ArmLpc	Olimex		LPT				MAINBRD

SS	EXT1-3		DB25.1	--R---	J1D2.2
MISO	EXT1-6		DB25.11 -->|--  J1D2.4	Diode, observe polarity!
P0.28	EXT2-1		DB25.16	--R---	J2B1.6
GND	EXT1-26		DB25.18	------	J1D2.6	or 	J2B1.12
MOSI	EXT1-7		DB25.14	--R---	J1D2.1
SCK	EXT1-5		DB25.2	--R---	J1D2.3			
P0.29	EXT2-2		DB25.17	--R---	J2B1.5


USB Install:
	Flash the .hex file to the LPC2148.
	Connect LPC2148 to computer USB.
	Point "found new hardware" to the "custom.inf"
	Windows reports: "Your new hardware is ready to use"

USB Hardware:
	Connect only wires from EXT connectors to MAINBRD.
	No resistors or diodes at all. For sure! Do not add them!


LPT Install:
	Run the port95nt.exe application to install the DlPortio driver

LPT Hardware:
	Some parallel ports run at 3.3v others at 5v. The MAINBRD is 3.3 volts.
	It is recommend to use 100 ohm series saftey resistors (R)
	 for all lpt connections except for DB25.11 and DB25.18 (GND), as shown above.
	Testing with 5 volt lpt and NO resistors didn't burn anything up though. YMMV :P
	For DB25.11 connect diode exactly as shown. It is highly recommended to
	 connect the diode to the MAINBRD end rather than the PC end of the wire.
	 Preferred diode is BAT41 or other Schottkey switch diode with low forward voltage drop.
	 1N4148/53, 1N914, type switching diodes should be also be ok,
	 but are not quite as good. 1N400X are rectifiers and not good at all.
	This solution isn't perfect but you typically dont leave it hooked up forever anyway.
	If someone wants to design and post a buffer circuit go right ahead.
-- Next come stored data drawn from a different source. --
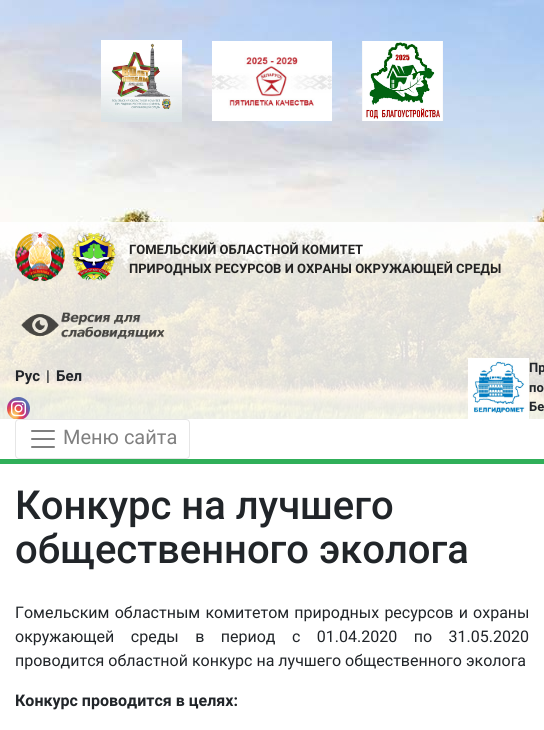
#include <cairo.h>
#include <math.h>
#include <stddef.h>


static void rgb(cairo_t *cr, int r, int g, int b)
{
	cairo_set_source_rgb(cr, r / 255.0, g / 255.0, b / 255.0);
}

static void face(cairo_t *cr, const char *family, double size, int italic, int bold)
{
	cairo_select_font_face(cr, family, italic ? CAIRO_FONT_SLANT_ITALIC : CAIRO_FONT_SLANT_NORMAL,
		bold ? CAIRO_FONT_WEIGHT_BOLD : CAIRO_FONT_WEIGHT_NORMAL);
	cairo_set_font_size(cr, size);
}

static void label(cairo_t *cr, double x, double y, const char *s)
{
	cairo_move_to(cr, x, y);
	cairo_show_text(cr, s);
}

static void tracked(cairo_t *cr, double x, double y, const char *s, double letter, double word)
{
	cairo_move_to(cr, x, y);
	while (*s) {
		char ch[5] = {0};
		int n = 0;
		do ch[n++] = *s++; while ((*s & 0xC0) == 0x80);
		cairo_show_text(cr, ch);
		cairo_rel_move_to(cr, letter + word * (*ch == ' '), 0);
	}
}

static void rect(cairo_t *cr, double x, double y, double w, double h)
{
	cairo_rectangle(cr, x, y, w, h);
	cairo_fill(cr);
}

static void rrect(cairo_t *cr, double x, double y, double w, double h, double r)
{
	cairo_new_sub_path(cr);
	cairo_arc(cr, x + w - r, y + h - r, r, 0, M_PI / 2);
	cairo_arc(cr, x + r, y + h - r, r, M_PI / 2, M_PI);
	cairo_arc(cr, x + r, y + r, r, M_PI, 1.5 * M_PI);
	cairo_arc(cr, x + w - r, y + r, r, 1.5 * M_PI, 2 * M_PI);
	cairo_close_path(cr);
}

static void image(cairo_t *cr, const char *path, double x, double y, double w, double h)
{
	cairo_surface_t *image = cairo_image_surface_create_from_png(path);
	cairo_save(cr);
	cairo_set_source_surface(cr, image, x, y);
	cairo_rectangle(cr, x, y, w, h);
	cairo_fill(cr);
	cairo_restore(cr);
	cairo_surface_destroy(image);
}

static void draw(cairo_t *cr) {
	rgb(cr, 255, 255, 255);
	cairo_paint(cr);
	image(cr, "image0.png", 0, 0, 544, 419);
	image(cr, "image1.png", 101, 40, 81, 82);
	image(cr, "image2.png", 212, 41, 120, 80);
	image(cr, "image3.png", 362, 41, 81, 80);
	cairo_set_source_rgba(cr, 1, 1, 1, 0.85);
	rect(cr, 0, 222, 544, 197);
	image(cr, "image4.png", 15, 232, 50, 49);
	image(cr, "image5.png", 71, 232, 45, 49);
	face(cr, "Roboto", 13, 0, 1);
	rgb(cr, 34, 34, 34);
	label(cr, 129, 254, "ГОМЕЛЬСКИЙ ОБЛАСТНОЙ КОМИТЕТ");
	label(cr, 129, 273, "ПРИРОДНЫХ РЕСУРСОВ И ОХРАНЫ ОКРУЖАЮЩЕЙ СРЕДЫ");
	image(cr, "image6.png", 21, 312, 144, 27);
	face(cr, "Roboto", 15, 0, 1);
	rgb(cr, 33, 37, 41);
	label(cr, 15, 381, "Рус");
	label(cr, 46, 381, "|");
	label(cr, 56, 381, "Бел");
	image(cr, "image7.png", 7, 397, 23, 22);
	image(cr, "image8.png", 468, 358, 61, 61);
	face(cr, "Roboto", 13, 0, 1);
	label(cr, 529, 372, "Пр");
	label(cr, 529, 392, "по");
	label(cr, 529, 411, "Бе");
	rgb(cr, 48, 175, 89);
	rect(cr, 0, 459, 544, 5);
	rrect(cr, 15.5, 419.5, 174, 39, 3.5);
	rgb(cr, 230, 230, 230);
	cairo_set_line_width(cr, 1);
	cairo_stroke(cr);
	image(cr, "image9.png", 31, 430, 24, 18);
	face(cr, "Roboto", 20, 0, 0);
	rgb(cr, 128, 128, 128);
	label(cr, 63, 444, "Меню сайта");
	face(cr, "Roboto Medium", 40, 0, 0);
	rgb(cr, 33, 37, 41);
	label(cr, 15, 519, "Конкурс на лучшего");
	label(cr, 15, 563, "общественного эколога");
	face(cr, "Roboto", 16, 0, 0);
	tracked(cr, 15, 618, "Гомельским областным комитетом природных ресурсов и охраны", 0, 1.25);
	tracked(cr, 15, 642, "окружающей среды в период с 01.04.2020 по 31.05.2020", 0, 12.5);
	label(cr, 15, 666, "проводится областной конкурс на лучшего общественного эколога");
	face(cr, "Roboto", 16, 0, 1);
	label(cr, 15, 706, "Конкурс проводится в целях:");
}

int main(void) {
	cairo_surface_t *surface = cairo_image_surface_create(CAIRO_FORMAT_RGB24, 544, 730);
	cairo_t *cr = cairo_create(surface);
	cairo_font_options_t *options = cairo_font_options_create();
	cairo_font_options_set_hint_metrics(options, CAIRO_HINT_METRICS_OFF);
	cairo_font_options_set_hint_style(options, CAIRO_HINT_STYLE_NONE);
	cairo_set_font_options(cr, options);
	cairo_set_miter_limit(cr, 4);
	draw(cr);
	cairo_surface_write_to_png(surface, "render.png");
	cairo_font_options_destroy(options);
	cairo_destroy(cr);
	cairo_surface_destroy(surface);
	return 0;
}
I can't be bothered ;)


	Make connections to MAINBRD and run the app.
	MAINBRD needs to be plugged in to AC power.
	Actually powered on or not does not matter.
	While running NandPro application reset will occur.
	After nand operation is complete, reset will be released.
	printf("NandPro dev: -r# Filename (HexStartBlock HexBlockCount)\t->Read\n");	
	printf("NandPro dev: -w# Filename (HexStartBlock HexBlockCount)\t->Write\n");	
	printf("NandPro dev: -e# (HexStartBlock HexBlockCount)\t\t->Erase\n\n");
	printf("dev: is hardware interface usb: or lpt:\n");
	printf("dev: can also be a filename:, to be used as a 'Virtual Nand Device'\n");
	printf("# is nand size (16, 64, 256, 512) in MegaBytes\n");
	printf("(Optional) block range limit, defaults to entire device\n");
	printf("-r# Read saving file RAW (with SPARE)\n");
	printf("-R# Read saving file without SPARE\n");
	printf("!r# Read saving only the SPARE data\n");
	printf("-w# Write RAW (with SPARE) file\n");
	printf("+w# Write RAW (with SPARE) file, init SPARE, block numbers, ECC\n");
	printf("@w# Write RAW (with SPARE) file, init block numbers, ECC\n");
	printf("*w# Write RAW (with SPARE) file, init ECC\n");
	printf("+W# Write while ADDING SPARE from file without SPARE\n");


	SPARE is the 16 bytes following a data block.
	ECC is 26 bits located within the spare area.
	Block numbers are also contained in spare area.


Typical command line:

Read entire 16M flash, including SPARE:
	NandPro dev: -r16 nand.bin

Write entire 16M flash, including SPARE:
	NandPro dev: -w16 nand.bin

Advanced command line examples:

Read encrypted key vault with SPARE:
nandpro dev: -r16 rawkv.bin 1 1

Read encrypted key vault from a "Virtual Nand" dev:, named vnand.bin, with SPARE :
nandpro vnand.bin: -r16 rawkv.bin 1 1

Write encrypted key vault:
nandpro dev: -w16 rawkv.bin 1 1

Flash a xell.bin compiler output (no SPARE) to block 40, adding SPARE while flashing:
nandpro dev: +W16 xell.bin 40

Read config block from a "Virtual Nand", named vnand.bin, without SPARE:
nandpro vnand.bin: -R16 configblk.bin 0x??? 1

Write above config block to dev: adding the SPARE back in:
nandpro dev: +W16 configblk.bin 0x??? 1

Write a "small" python.ECC file to "full size" "Virtual Nand" :
nandpro vnand.bin: -w16 python.ECC

Write to a dev:, from another RAW file, fixing ECC while writing:
nandpro dev: -w16 DumpWithErrors.bin

General Notes:

Reading and writing defaults to the entire device.
The start block argumnet is optional and dictates the starting block to program.
The ending block is also optional, and end if no block is specified, programming will
	continue until end of file or end of specified nand size.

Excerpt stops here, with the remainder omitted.